Interview with a Physics Mentor: Nugatory
Give us a little background on yourself?
I was born in Washington DC, grew up in Texas, bachelor’s in physics from Harvard in 1978 but found a career in system software instead. Son of two law professors and grandson of a third, raised a Quaker although it didn’t stick, keep a small fleet of well-rusted Italian sports cars on the road, play duplicate bridge and work with wood, started back into physics as I neared retirement. Two daughters, one took her degree in physics and the other a joint major in art history and computer science, both working in NYC in the intersection of high finance and high tech.
What about physics interested you and why did you decide to study it?
For as long as I can remember I’ve been fascinated by science, and physics is science in its purest form. I can’t explain that fascination, but it’s something that probably most of the PF membership already understands. Growing up, I read everything I could, and of course a lot of it was science writing…. Isaac Asimov and many others. That’s a good way of feeding an interest.

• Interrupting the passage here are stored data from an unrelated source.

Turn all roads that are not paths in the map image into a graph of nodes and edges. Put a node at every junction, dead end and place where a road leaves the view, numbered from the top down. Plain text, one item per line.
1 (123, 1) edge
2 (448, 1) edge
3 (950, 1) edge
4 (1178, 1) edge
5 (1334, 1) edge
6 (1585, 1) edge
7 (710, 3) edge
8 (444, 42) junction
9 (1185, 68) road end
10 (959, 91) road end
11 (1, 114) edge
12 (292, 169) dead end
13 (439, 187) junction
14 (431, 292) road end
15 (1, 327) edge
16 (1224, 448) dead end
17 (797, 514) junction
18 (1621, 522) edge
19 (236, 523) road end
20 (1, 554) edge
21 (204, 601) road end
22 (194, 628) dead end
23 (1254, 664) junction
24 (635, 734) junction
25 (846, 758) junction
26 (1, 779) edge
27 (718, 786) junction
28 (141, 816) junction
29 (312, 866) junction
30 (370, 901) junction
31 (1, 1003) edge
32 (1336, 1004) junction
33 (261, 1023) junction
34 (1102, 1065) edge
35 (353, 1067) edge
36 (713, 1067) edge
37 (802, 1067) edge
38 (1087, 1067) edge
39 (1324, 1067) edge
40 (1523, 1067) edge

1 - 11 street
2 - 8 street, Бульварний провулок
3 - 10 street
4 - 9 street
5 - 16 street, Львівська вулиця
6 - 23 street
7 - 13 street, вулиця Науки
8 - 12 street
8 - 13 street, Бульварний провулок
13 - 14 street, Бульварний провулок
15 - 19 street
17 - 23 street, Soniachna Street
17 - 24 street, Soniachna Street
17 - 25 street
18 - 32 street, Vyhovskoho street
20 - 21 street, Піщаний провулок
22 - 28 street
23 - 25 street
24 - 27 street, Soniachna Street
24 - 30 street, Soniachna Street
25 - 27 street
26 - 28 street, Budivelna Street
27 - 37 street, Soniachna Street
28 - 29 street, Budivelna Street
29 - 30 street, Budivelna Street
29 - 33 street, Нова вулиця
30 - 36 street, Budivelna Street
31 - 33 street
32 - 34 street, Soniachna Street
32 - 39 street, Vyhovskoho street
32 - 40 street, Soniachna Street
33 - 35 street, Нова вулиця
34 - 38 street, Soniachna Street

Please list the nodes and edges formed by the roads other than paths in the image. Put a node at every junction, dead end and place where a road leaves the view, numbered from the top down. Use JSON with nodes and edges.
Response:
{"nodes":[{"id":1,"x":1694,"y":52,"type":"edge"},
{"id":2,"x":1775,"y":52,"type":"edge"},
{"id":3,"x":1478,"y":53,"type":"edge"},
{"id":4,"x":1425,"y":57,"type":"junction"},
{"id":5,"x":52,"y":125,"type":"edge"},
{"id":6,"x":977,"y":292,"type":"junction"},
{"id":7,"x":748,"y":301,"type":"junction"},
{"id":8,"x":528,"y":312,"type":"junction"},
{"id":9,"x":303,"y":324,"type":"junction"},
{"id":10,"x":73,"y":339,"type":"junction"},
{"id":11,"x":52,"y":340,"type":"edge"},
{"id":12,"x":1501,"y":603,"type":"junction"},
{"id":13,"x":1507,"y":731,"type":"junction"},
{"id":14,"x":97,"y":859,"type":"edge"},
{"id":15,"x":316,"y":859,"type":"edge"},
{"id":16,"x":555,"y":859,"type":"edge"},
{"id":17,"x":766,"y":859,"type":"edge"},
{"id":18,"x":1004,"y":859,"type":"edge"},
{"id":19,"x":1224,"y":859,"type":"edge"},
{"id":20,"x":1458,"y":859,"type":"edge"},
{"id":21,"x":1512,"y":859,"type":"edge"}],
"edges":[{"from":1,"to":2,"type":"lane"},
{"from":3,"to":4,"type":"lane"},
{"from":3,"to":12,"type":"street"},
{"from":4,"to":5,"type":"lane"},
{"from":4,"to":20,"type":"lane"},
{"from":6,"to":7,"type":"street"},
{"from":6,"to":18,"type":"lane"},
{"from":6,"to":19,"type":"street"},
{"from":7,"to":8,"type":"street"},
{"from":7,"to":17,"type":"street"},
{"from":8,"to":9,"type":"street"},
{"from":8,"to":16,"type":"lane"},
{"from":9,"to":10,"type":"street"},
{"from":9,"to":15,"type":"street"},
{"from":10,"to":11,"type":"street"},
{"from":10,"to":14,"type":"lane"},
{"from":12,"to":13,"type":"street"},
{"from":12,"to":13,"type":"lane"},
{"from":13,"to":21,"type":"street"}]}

Then in high school I stumbled across a paperback of Einstein’s “Relativity: The special and general theory” and the hook was well and thoroughly set – the precision of Einstein’s presentation was eye-opening. It is sadly outdated now and mostly of historical interest, but in its time it was one of the best popularizations ever written. I still have that copy, although it’s falling apart.
What was your experience like studying physics at Harvard in the 70s? How did you end up doing system software as a career?
Well, I wouldn’t have ended up as a software developer if the experience studying physics had been any great success :) I aced the undergraduate classes through intro QM and then hit a wall. There were many factors at work, some of which I didn’t appreciate until many years later – maybe even when I started thinking about your question. But by my junior year I was more comfortable hanging out with the much smaller computer science crowd (of course back then it wasn’t called “computer science” – it was a branch of applied mathematics or “AppleMath”). Also, the ratio of immediate gratification per unit of intellectual energy expended is higher when playing with computers than with physics, and at age 20 the concept of delayed gratification had not fully sunk in.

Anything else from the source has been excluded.